GIVEN DATA

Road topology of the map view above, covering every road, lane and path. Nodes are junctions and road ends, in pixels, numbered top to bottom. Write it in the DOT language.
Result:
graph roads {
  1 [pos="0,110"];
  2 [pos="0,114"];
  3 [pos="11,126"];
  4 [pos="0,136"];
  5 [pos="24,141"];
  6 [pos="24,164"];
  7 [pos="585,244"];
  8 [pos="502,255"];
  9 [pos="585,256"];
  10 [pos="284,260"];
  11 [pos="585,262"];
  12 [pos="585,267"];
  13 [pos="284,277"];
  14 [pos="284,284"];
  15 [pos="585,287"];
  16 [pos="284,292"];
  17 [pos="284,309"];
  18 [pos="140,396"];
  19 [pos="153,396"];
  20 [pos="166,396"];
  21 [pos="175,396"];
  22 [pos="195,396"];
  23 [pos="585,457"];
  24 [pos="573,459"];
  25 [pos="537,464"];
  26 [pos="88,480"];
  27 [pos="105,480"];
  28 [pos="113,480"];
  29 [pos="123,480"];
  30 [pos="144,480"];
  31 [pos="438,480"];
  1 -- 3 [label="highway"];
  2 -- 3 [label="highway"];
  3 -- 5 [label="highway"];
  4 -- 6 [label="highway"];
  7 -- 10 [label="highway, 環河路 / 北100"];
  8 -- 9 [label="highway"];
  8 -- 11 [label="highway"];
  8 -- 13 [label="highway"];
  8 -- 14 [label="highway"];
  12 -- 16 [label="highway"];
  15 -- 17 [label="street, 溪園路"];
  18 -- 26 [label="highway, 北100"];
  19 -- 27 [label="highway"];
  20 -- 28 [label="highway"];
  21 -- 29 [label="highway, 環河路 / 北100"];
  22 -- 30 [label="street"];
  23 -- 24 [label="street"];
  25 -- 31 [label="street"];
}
--
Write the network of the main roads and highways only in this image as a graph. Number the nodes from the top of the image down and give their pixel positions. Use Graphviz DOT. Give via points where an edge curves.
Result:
* * *
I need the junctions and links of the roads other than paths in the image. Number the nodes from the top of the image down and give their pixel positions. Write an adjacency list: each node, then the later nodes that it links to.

PROBLEM REQUIREMENTS
Make a copy of each line in the records above that has the word "junctions".

EXERCISE RESPONSE
Road topology of the map view above, covering every road, lane and path. Nodes are junctions and road ends, in pixels, numbered top to bottom. Write it in the DOT language.
I need the junctions and links of the roads other than paths in the image. Number the nodes from the top of the image down and give their pixel positions. Write an adjacency list: each node, then the later nodes that it links to.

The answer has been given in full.